I’ve already said what I have to say about the confounding, sexually violent The Next Karate Kid, and I’m not sure I have it in me to essay the Netflix series “Cobra Kai”, which imagines a bizarre hinterworld populated entirely by people obsessed and involved with the strip-mall karate industry. The best I can say about The Karate Kid‘s 2010 reboot by the increasingly shameless Jackie Chan I’ve said already, so here we are, 45 years after the one that started it all, at Karate Kid: Generations–I mean, Legends, which smooshes two alternate timelines together while doing its best to explain how proudly Chinese Chan again got lassoed into being either mistaken for or actually Japanese in American movies. “Two branches. One tree!” says the CGI/AI-voiced ghost of Miyagi-san circa 1986 to Daniel-san in an outtake from The Karate Kid Part II re-engineered to set up Karate Kid: Legends. He’s talking about how both he and Mr. Han (Chan) had the same origin story somewhere along the line, and incidentally someone should point out that the predominant bridging shot in the first two movies is Daniel sneaking in reverently while Miyagi is being exorbitantly oriental: a tea-coloured elf mystically brewing tea or pruning a tiny tree. You know how it is: Saturday night ain’t gonna rock itself. This is why rich white Gen-Xers have decorative wallpaper featuring rickshaws in their guest bathrooms.
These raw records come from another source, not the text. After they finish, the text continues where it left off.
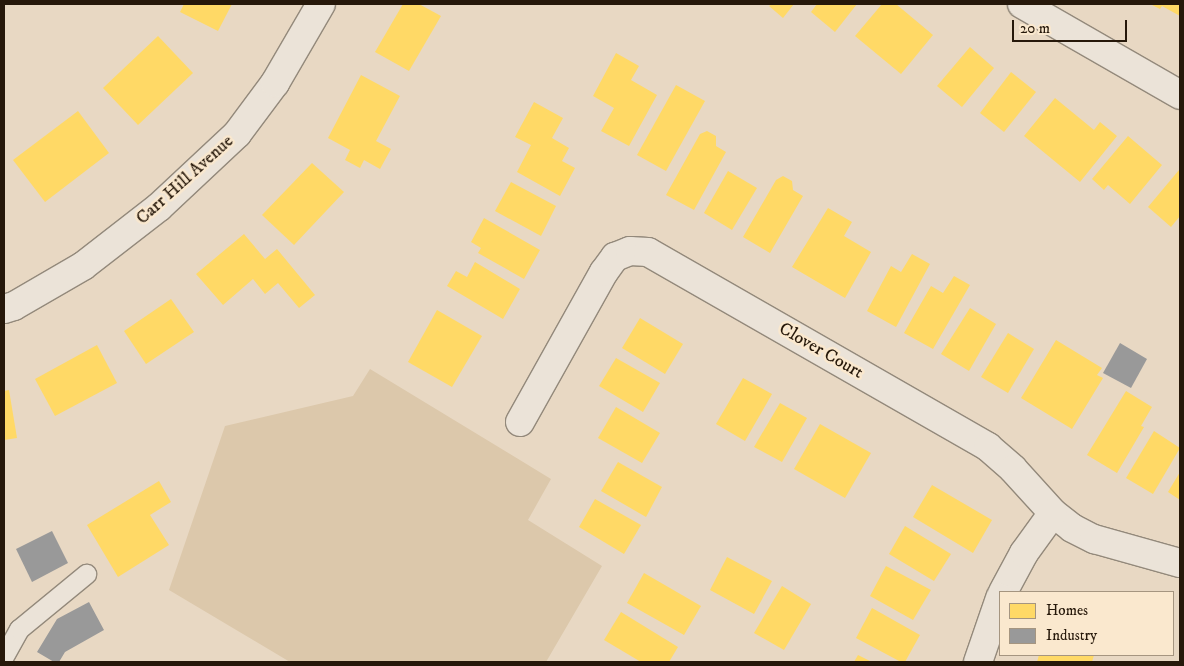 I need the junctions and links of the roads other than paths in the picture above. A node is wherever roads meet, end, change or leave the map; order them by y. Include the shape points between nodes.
1 (321, 4) edge
2 (1022, 4) edge
3 (1180, 95) edge
4 (4, 309) edge
5 (520, 422) dead end
6 (1053, 513) junction
7 (1180, 563) edge
8 (86, 574) dead end
9 (1004, 591) edge
10 (999, 601) edge
11 (4, 656) edge
12 (978, 662) edge

1 - 4 street, Carr Hill Avenue via 275,83 230,141 159,207 83,266
2 - 3 street
5 - 6 street, Clover Court via 615,257 630,251 648,252 988,447
6 - 7 street, Clover Court via 1094,539
6 - 9 street via 1024,553
8 - 11 lane via 18,629
10 - 12 street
Note, too, that this explanation of complementary masters/philosophies is how evil Silver winnowed his way into Daniel’s good graces in The Karate Kid Part III, so no lessons were learned.
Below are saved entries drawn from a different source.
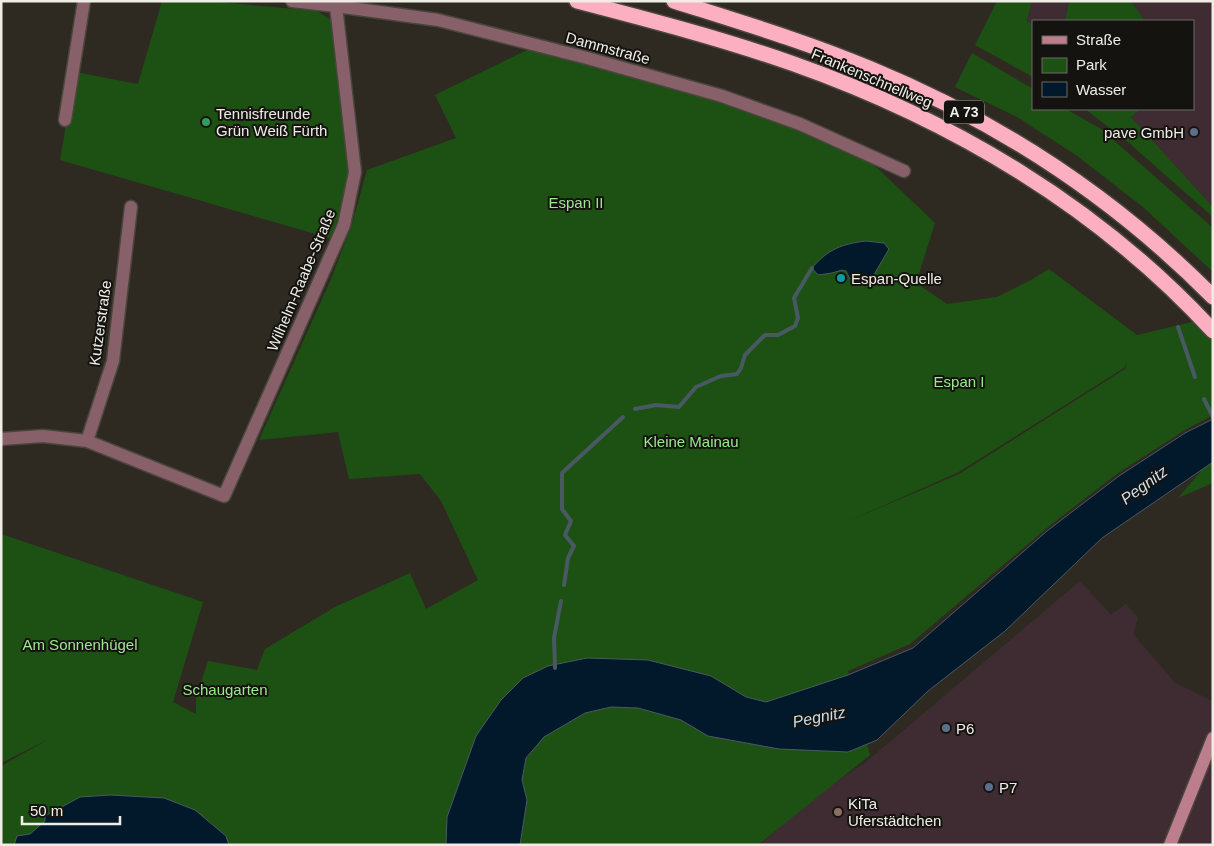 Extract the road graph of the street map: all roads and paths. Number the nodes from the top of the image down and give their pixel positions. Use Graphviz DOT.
graph roads {
  1 [pos="84,1"];
  2 [pos="292,1"];
  3 [pos="577,1"];
  4 [pos="674,1"];
  5 [pos="336,6"];
  6 [pos="65,120"];
  7 [pos="904,171"];
  8 [pos="131,207"];
  9 [pos="1213,297"];
  10 [pos="1213,331"];
  11 [pos="1,439"];
  12 [pos="87,441"];
  13 [pos="1213,738"];
  14 [pos="1170,845"];
  1 -- 6 [label="street"];
  2 -- 5 [label="street, Dammstraße"];
  3 -- 10 [label="highway, Frankenschnellweg / A 73"];
  4 -- 9 [label="highway, Frankenschnellweg / A 73"];
  5 -- 7 [label="street, Dammstraße"];
  5 -- 12 [label="street, Wilhelm-Raabe-Straße"];
  8 -- 12 [label="street, Kutzerstraße"];
  11 -- 12 [label="street"];
  13 -- 14 [label="main road"];
}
In present-day Beijing, Han’s prize student, Li Fong (Ben Wang), is suffering some PTSD from the murder of his brother by local bullies following a, yes, tournament triumph. Concerned about her boy, Mama Li (Ming-Na Wen) moves them to Brooklyn, where Li falls hard for pizza girl Mia (Sadie Stanley) and her goombah dad Victor (Joshua Jackson). Bullies led by oily Connor (Aramis Knight) soon descend on Li, leading him to break his promise to his mother not to fight when he’s challenged to settle his differences in…another tournament. At some point, Han comes to Brooklyn, flies to Reseda to talk to Daniel LaRusso, whom six seasons of streaming tell us has opened a dojo in Mr. Miyagi’s name with former rival Johnny (William Zabka, absent here), and then flies back to Brooklyn to train Li for battle, with Daniel in tow as co-sensei. “Two branches, one tree,” says Chan in his natural accent, making me wonder who did the pidgin for the fake Miyagi of the prologue. Was it Brian Tyree Henry? A quick perusal of the credits failed to enlighten. Oh, there’s also a bit where Li shows Victor how to box so that Victor can compete in an…underground boxing tournament? To pay off his, uh, loan sharks? Working in Karate Kid: Legends‘ favour is how it’s cut and paced a lot like Jeff Rowe’s Teenage Mutant Ninja Turtles: Mutant Mayhem. It’s jaunty and light. An early fight sequence positions Wang to be an able inheritor of Chan’s prop-heavy, comedic, hero-who-gets-hurt style, and he himself is a charming, effortless sort with a touch of ineffable star power. Otherwise, it’s such a lightweight and inconsequential movie that for two days I completely forgot I’d seen it.

Karate Kid: Legends is like the IKEA instruction booklet for making a Karate Kid movie: a marvel of abbreviated, gestural storytelling that should be taught in schools as an example of what a perfectly structured script looks like. It’s screenwriting as train scheduling: everything arrives on time, more or less; nothing crashes; nobody is inconvenienced overly; and then you’re home. And unless someone threw up or showed you their dick in the theatre, you will never remember having taken this trip. Karate Kid: Legends is an example of how a film everyone worked hard on, probably in good faith, could end up in one of those giant bins at Walmart mere weeks from now, held up by an astonished-looking 50-year old wondering how in the world they made another one of these without him even knowing about it. What is it? #20? No, sir, it’s only #6, unless you count the “Cobra Kai” episodes, in which case it’s #71. America. Where nothing is so good you can’t mass produce it until it has all the friction, character, and purpose of a suppository. Anyway, Karate Kid: Legends leaves the door open for a sequel.